I am looking to modify my working vbscript to only enumerate the users not logged on in a defined variable amount of time. I tried to modify this using the function below, or any variation of, but since removed it as I was unsuccessful. The current script returns the lastlogontimestamp attribute without issue but I do not have experience with date comparisons. Thank you in advance for your time and assistance.
For Each strUser In objList
If Not objList(strUser) = #1/1/1601# Then
If DateDiff("d", objList(strUser), Now) > 30 Then
Wscript.Echo strUser & " ; " & objList(strUser)
End If
End If
Next Complete script:
'Craig
Option Explicit
set objFSO = CreateObject("scripting.filesystemobject")
set objFile = objFSO.createtextfile(".\_UserAudit.txt")
Const ADS_UF_ACCOUNTDISABLE = 2
Dim intUAC,strStatus,strDate
Dim objRootDSE, adoConnection, adoCommand, strQuery
Dim adoRecordset, strDNSDomain, objShell, lngBiasKey
Dim lngBias, k, strDN, dtmDate, objDate,objFSO,objFile,dtmPwdLastSet
Dim strBase, strFilter, strAttributes, lngHigh, lngLow,strWhenCreated,strSAM,strpwd,stremployeetype
' Obtain local Time Zone bias from machine registry.
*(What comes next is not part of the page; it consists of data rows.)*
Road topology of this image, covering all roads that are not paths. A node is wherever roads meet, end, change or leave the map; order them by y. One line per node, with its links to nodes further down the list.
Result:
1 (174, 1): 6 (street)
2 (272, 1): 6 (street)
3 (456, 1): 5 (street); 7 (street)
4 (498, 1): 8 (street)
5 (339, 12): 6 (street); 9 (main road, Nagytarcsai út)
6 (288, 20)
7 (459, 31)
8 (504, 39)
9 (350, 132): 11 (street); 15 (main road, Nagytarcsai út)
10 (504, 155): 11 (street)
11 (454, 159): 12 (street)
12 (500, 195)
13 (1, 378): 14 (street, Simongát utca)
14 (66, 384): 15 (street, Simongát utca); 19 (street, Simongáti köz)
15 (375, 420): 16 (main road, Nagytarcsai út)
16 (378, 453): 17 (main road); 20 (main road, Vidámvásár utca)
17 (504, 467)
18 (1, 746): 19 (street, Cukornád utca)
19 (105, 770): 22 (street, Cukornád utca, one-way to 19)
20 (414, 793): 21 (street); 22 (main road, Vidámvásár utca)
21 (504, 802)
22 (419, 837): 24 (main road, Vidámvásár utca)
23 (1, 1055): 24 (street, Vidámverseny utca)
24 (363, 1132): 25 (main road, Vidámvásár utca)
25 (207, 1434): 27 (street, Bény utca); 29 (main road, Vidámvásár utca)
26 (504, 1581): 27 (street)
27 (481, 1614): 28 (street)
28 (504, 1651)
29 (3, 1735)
Set objShell = CreateObject("Wscript.Shell")
lngBiasKey = objShell.RegRead("HKLM\System\CurrentControlSet\Control\" _& "TimeZoneInformation\ActiveTimeBias")
If (UCase(TypeName(lngBiasKey)) = "LONG") Then
lngBias = lngBiasKey
ElseIf (UCase(TypeName(lngBiasKey)) = "VARIANT()") Then
lngBias = 0
For k = 0 To UBound(lngBiasKey)
lngBias = lngBias + (lngBiasKey(k) * 256^k)
Next
End If
Set objShell = Nothing
'strDNSDomain="DC=DMAIN,DC=LOCAL"
'Uncomment so it does the currnet domain it runs in
' Determine DNS domain from RootDSE object.
Set objRootDSE = GetObject("LDAP://RootDSE")
strDNSDomain = objRootDSE.Get("defaultNamingContext")
Set objRootDSE = Nothing
' Use ADO to search Active Directory.
Set adoCommand = CreateObject("ADODB.Command")
Set adoConnection = CreateObject("ADODB.Connection")
adoConnection.Provider = "ADsDSOObject"
adoConnection.Open "Active Directory Provider"
adoCommand.ActiveConnection = adoConnection
' Search entire domain.
strBase = "<LDAP://" & strDNSDomain & ">"
' Filter on all user objects.
strFilter = "(&(objectCategory=person)(objectClass=user))"
' Comma delimited list of attribute values to retrieve.
strAttributes = "distinguishedName,samaccountname,lastLogonTimeStamp,useraccountcontrol,pwdLastset,WhenCreated,employeetype"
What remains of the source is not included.